Figure 2. OHSt-related HsRhAG variants and HsRhCG^R202C are altered in inherent bidirectional ammonium transport.

a–b Growth tests on solid minimal medium containing as the sole nitrogen source 2 mM ammonium (Am 2 mM), or proline supplemented with a toxic concentration of methylammonium (Mea 150 mM). Wild-type cells (23344c) were transformed with the empty p426 vector (−), and triple-mepΔ cells (31019b) were transformed with the empty p426 vector (−), or with a multi-copy plasmid bearing the native (HsRhAG, HsRhCG) or the mutated HsRHAG and HsRHCG genes (HsRhAG^I61R, HsRhAG^F65S, HsRhCG^T45A, HsRhCG^R202C, HsRhCG^A387T). Cells were incubated for 7 days (a), and for 7 days (Mea 150 mM, Am 2 mM upper line) or 14 days (Am 2 mM bottom line) (b), at 29°C. c-d Ammonium removal assays.
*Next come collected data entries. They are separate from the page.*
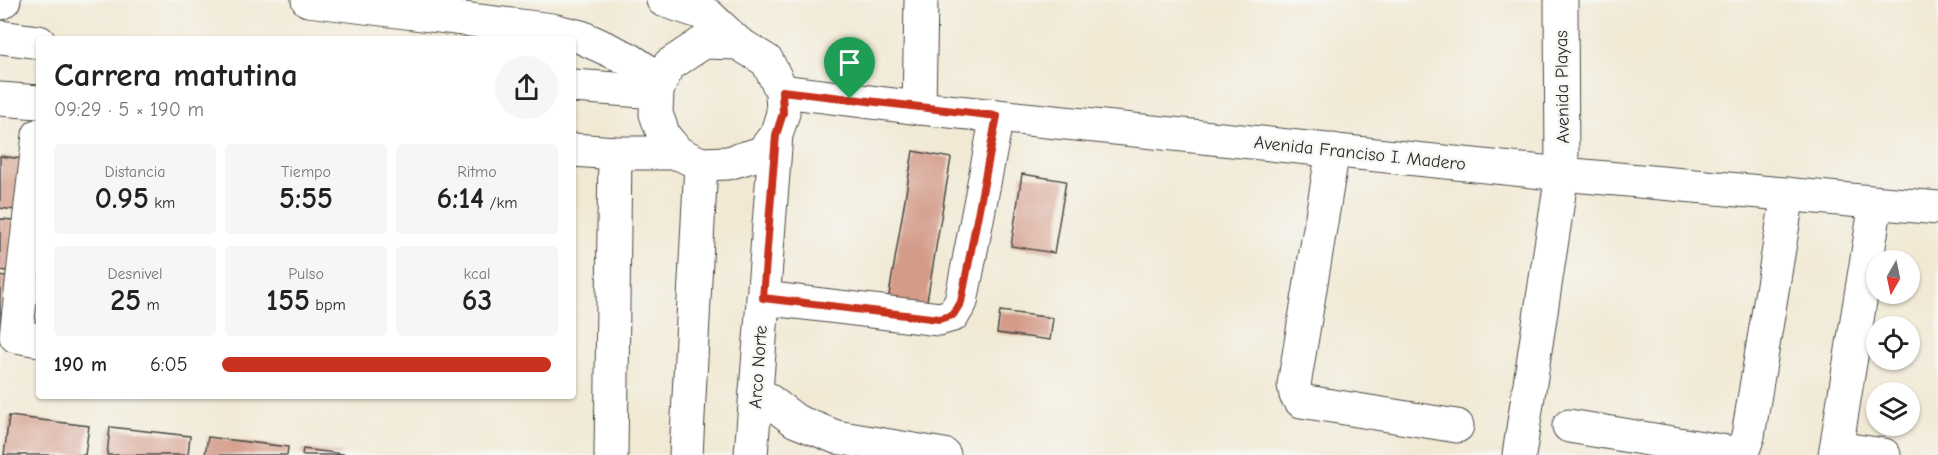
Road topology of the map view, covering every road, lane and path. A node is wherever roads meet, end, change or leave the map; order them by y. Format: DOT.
graph roads {
  1 [pos="4,0"];
  2 [pos="308,0"];
  3 [pos="663,0"];
  4 [pos="921,0"];
  5 [pos="1561,0"];
  6 [pos="0,3"];
  7 [pos="0,37"];
  8 [pos="36,42"];
  9 [pos="738,43"];
  10 [pos="576,86"];
  11 [pos="659,86"];
  12 [pos="782,91"];
  13 [pos="0,99"];
  14 [pos="36,102"];
  15 [pos="919,108"];
  16 [pos="997,116"];
  17 [pos="776,135"];
  18 [pos="576,150"];
  19 [pos="1333,150"];
  20 [pos="615,153"];
  21 [pos="689,158"];
  22 [pos="36,161"];
  23 [pos="1563,174"];
  24 [pos="1788,194"];
  25 [pos="1876,202"];
  26 [pos="1938,208"];
  27 [pos="763,298"];
  28 [pos="36,339"];
  29 [pos="756,391"];
  30 [pos="1457,426"];
  31 [pos="1569,426"];
  32 [pos="1836,452"];
  33 [pos="611,455"];
  34 [pos="686,455"];
  35 [pos="751,455"];
  36 [pos="944,455"];
  37 [pos="1520,455"];
  38 [pos="1884,455"];
  1 -- 6 [label="main road"];
  2 -- 11 [label="main road"];
  3 -- 9 [label="main road"];
  4 -- 15 [label="main road"];
  5 -- 23 [label="main road, Avenida Playas"];
  7 -- 8 [label="main road"];
  9 -- 11 [label="main road"];
  9 -- 12 [label="main road"];
  10 -- 11 [label="main road"];
  11 -- 21 [label="main road"];
  12 -- 15 [label="main road, Avenida Franciso I. Madero"];
  12 -- 17 [label="main road"];
  13 -- 14 [label="main road"];
  15 -- 16 [label="main road, Avenida Franciso I. Madero"];
  16 -- 19 [label="main road, Avenida Franciso I. Madero"];
  16 -- 27 [label="main road"];
  17 -- 21 [label="main road"];
  17 -- 27 [label="main road, Arco Norte"];
  18 -- 20 [label="main road"];
  19 -- 23 [label="main road, Avenida Franciso I. Madero"];
  19 -- 30 [label="main road"];
  20 -- 21 [label="main road"];
  20 -- 33 [label="main road"];
  21 -- 34 [label="main road"];
  22 -- 28 [label="main road"];
  23 -- 24 [label="main road, Avenida Franciso I. Madero"];
  23 -- 37 [label="main road, Avenida Playas"];
  24 -- 25 [label="main road, Avenida Franciso I. Madero"];
  24 -- 31 [label="main road"];
  25 -- 26 [label="main road, Avenida Franciso I. Madero"];
  25 -- 32 [label="main road"];
  27 -- 29 [label="main road, Arco Norte"];
  29 -- 35 [label="main road, Arco Norte"];
  29 -- 36 [label="main road"];
  32 -- 38 [label="main road"];
}
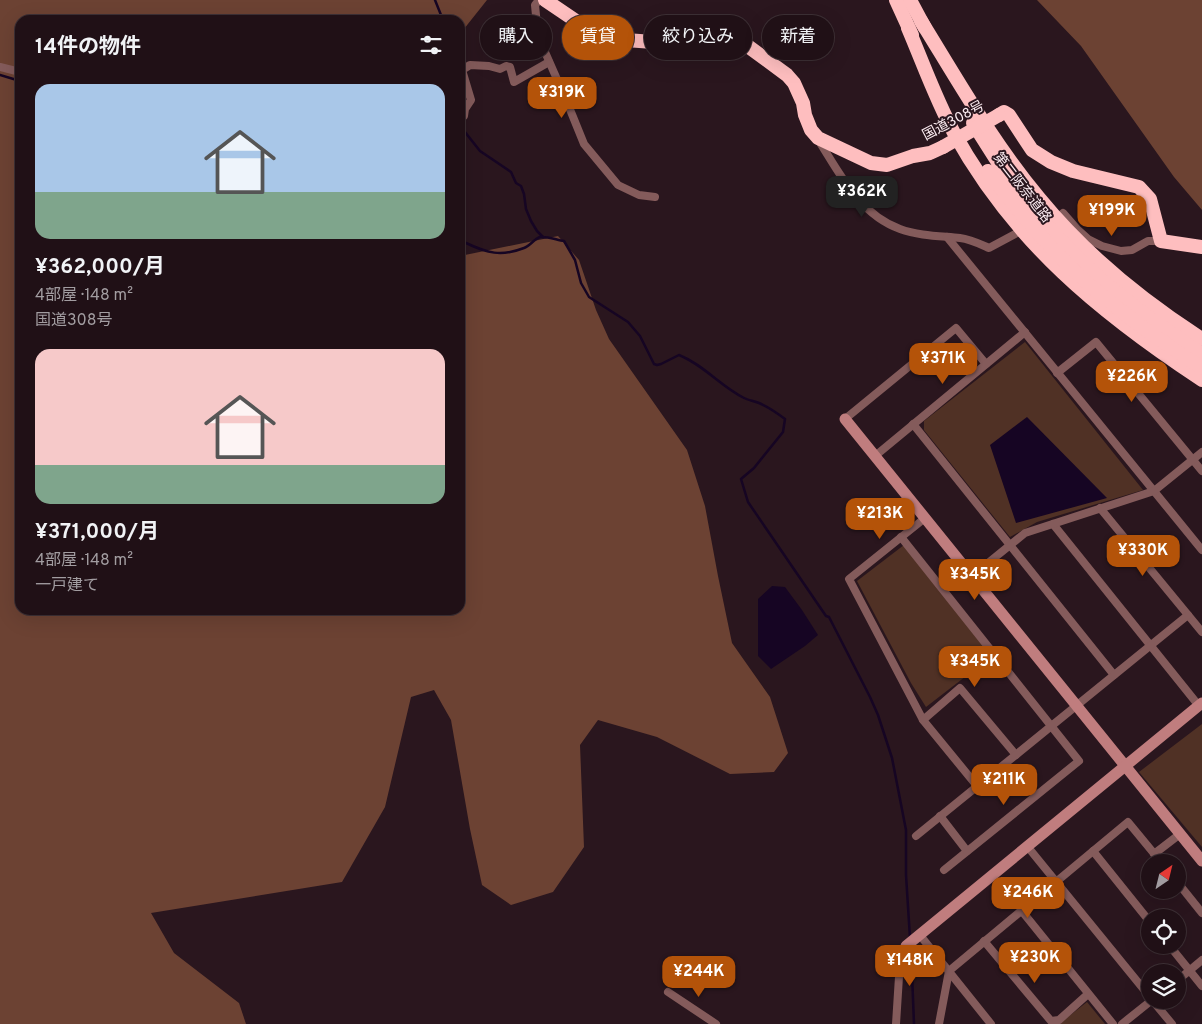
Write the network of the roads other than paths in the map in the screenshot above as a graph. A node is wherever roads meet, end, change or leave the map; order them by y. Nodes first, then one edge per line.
1 (539, 0) edge
2 (545, 0) edge
3 (896, 0) edge
4 (910, 0) edge
5 (921, 21) junction
6 (908, 28) junction
7 (549, 62) junction
8 (0, 67) edge
9 (465, 68) edge
10 (15, 71) edge
11 (465, 79) edge
12 (465, 109) edge
13 (818, 138) junction
14 (993, 167) junction
15 (655, 197) dead end
16 (1063, 212) dead end
17 (1017, 233) dead end
18 (947, 237) junction
19 (1161, 241) junction
20 (1202, 247) edge
21 (1025, 332) junction
22 (1202, 339) edge
23 (1202, 354) edge
24 (986, 364) junction
25 (1202, 368) edge
26 (1057, 372) junction
27 (1202, 380) edge
28 (845, 419) joint
29 (913, 424) junction
30 (1202, 452) edge
31 (875, 456) junction
32 (1193, 460) junction
33 (1202, 472) edge
34 (1154, 491) junction
35 (1100, 508) junction
36 (925, 518) junction
37 (1053, 524) junction
38 (901, 537) junction
39 (1010, 545) junction
40 (1202, 550) edge
41 (972, 576) junction
42 (1188, 615) junction
43 (1202, 632) edge
44 (1151, 645) junction
45 (1114, 675) junction
46 (1200, 704) edge
47 (1076, 706) junction
48 (923, 720) junction
49 (1051, 726) junction
50 (1016, 755) junction
51 (1125, 766) junction
52 (977, 786) junction
53 (940, 816) junction
54 (1180, 834) junction
55 (916, 836) dead end
56 (1027, 846) junction
57 (967, 851) junction
58 (1093, 851) junction
59 (1154, 854) joint
60 (1202, 861) edge
61 (944, 870) dead end
62 (1056, 882) junction
63 (1186, 893) edge
64 (1021, 910) junction
65 (1141, 911) edge
66 (1202, 913) edge
67 (919, 934) junction
68 (984, 942) junction
69 (906, 946) joint
70 (1176, 954) edge
71 (1202, 960) edge
72 (1189, 970) junction
73 (949, 971) junction
74 (1186, 973) edge
75 (1202, 986) edge
76 (1141, 987) edge
77 (668, 992) dead end
78 (1088, 994) junction
79 (1141, 1008) edge
80 (1159, 1009) edge
81 (716, 1024) edge
82 (896, 1024) edge
83 (938, 1024) edge
84 (991, 1024) edge
85 (1113, 1024) edge
86 (1122, 1024) edge
87 (1172, 1024) edge

1 - 7 street
2 - 13 highway
3 - 6 highway, 第二阪奈道路
4 - 5 highway, 第二阪奈道路
5 - 14 highway, 第二阪奈道路
5 - 22 highway
6 - 14 highway, 第二阪奈道路
6 - 27 highway
7 - 9 street
7 - 15 street
8 - 10 street
11 - 12 street
13 - 18 street
13 - 19 highway, 国道308号, bridge
14 - 23 highway, 第二阪奈道路, bridge
14 - 25 highway, 第二阪奈道路, bridge
16 - 19 street
17 - 18 street
18 - 21 street
19 - 20 highway
21 - 24 street
21 - 26 street
24 - 28 street
24 - 29 street
26 - 32 street
26 - 34 street
28 - 31 street
29 - 31 street
29 - 39 street
30 - 32 street
31 - 36 street
32 - 33 street
32 - 34 street
34 - 35 street
34 - 40 street
35 - 37 street
35 - 42 street
36 - 38 street
36 - 41 street
37 - 39 street
37 - 44 street
38 - 48 street
38 - 49 street
39 - 41 street
39 - 45 street
41 - 47 street
42 - 43 street
42 - 44 street
44 - 45 street
44 - 46 street
45 - 47 street
46 - 51 street
47 - 49 street
47 - 51 street
48 - 50 street
48 - 52 street
49 - 50 street
49 - 57 street
50 - 52 street
51 - 54 street
51 - 56 street
52 - 53 street
53 - 55 street
53 - 57 street
54 - 59 street
54 - 60 street
56 - 62 street
56 - 67 street
57 - 61 street
58 - 59 street
58 - 62 street
58 - 65 street
62 - 64 street
62 - 76 street
63 - 66 street
64 - 68 street
64 - 78 street
67 - 69 street
67 - 73 street
68 - 73 street
68 - 78 street
69 - 82 street
70 - 72 street
71 - 72 street
72 - 74 street
72 - 75 street
73 - 83 street
73 - 84 street
77 - 81 street
78 - 85 street
79 - 86 street
80 - 87 street

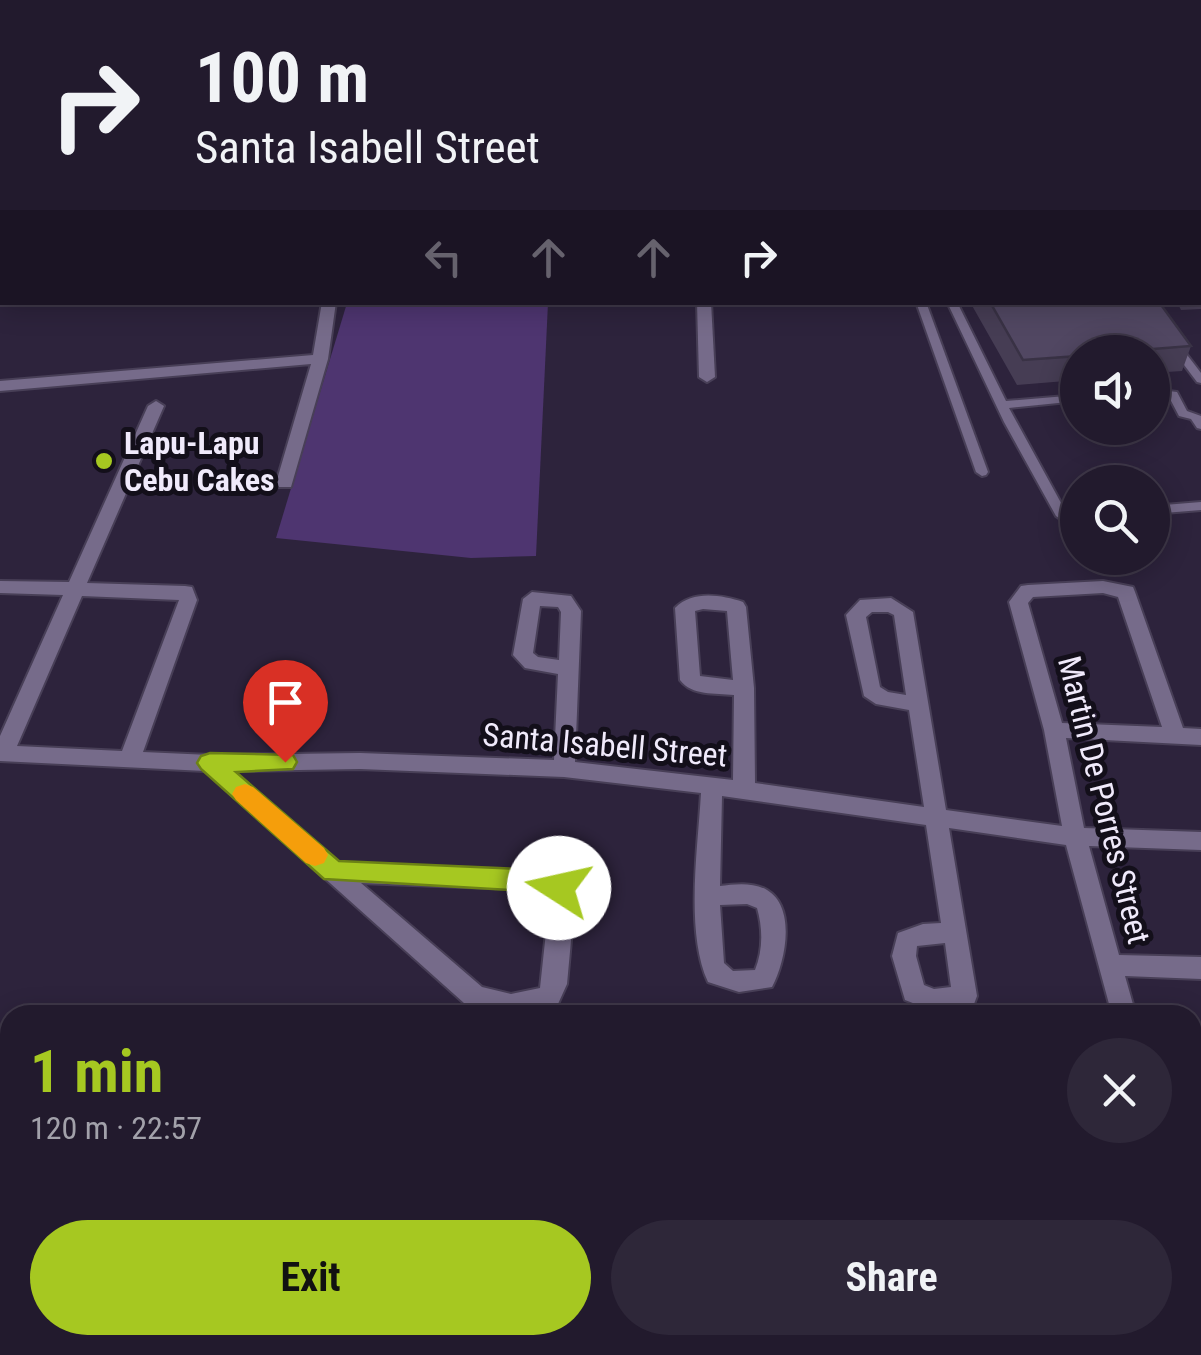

Triple-mepΔ cells (31019b) were transformed with p426 (•), p426-HsRhAG (▴), p426-HsRhAG^I61R (Δ), p426-HsRhAG^F65S (□), p426-HsRhCG (▾) or p426-HsRhCG^R202C (∇). E–f Ammonium excretion assays. Same cells used in (c) and (d). g–h Immunodetection of the HsRhAG-GFP and HsRhCG-GFP variants expressed in yeast. Triple-mepΔ cells (31019b) were transformed with the empty p426 vector (−), or with a multi-copy plasmid bearing GFP-tagged native (HsRhAG-GFP, HsRhCG-GFP) or mutated HsRHAG and HsRHCG genes (HsRhAG^I61R-GFP, HsRhAG^F65S-GFP, HsRhCG^R202C-GFP). Membrane-enriched cell extracts were prepared from cells grown on glutamate minimal medium, separated by SDS-PAGE and immunoblotted with anti-GFP antibodies. ScPma1 was immunodetected as a loading control. i Growth tests of yeast strains on solid YNB medium with glutamine as the sole nitrogen source and supplemented with 5 mM KCl (K⁺ 5mM). Wild-type (S288c) and trk1Δ trk2Δ cells (CY162) were transformed as in (a) and incubated for 5 days at 29°C.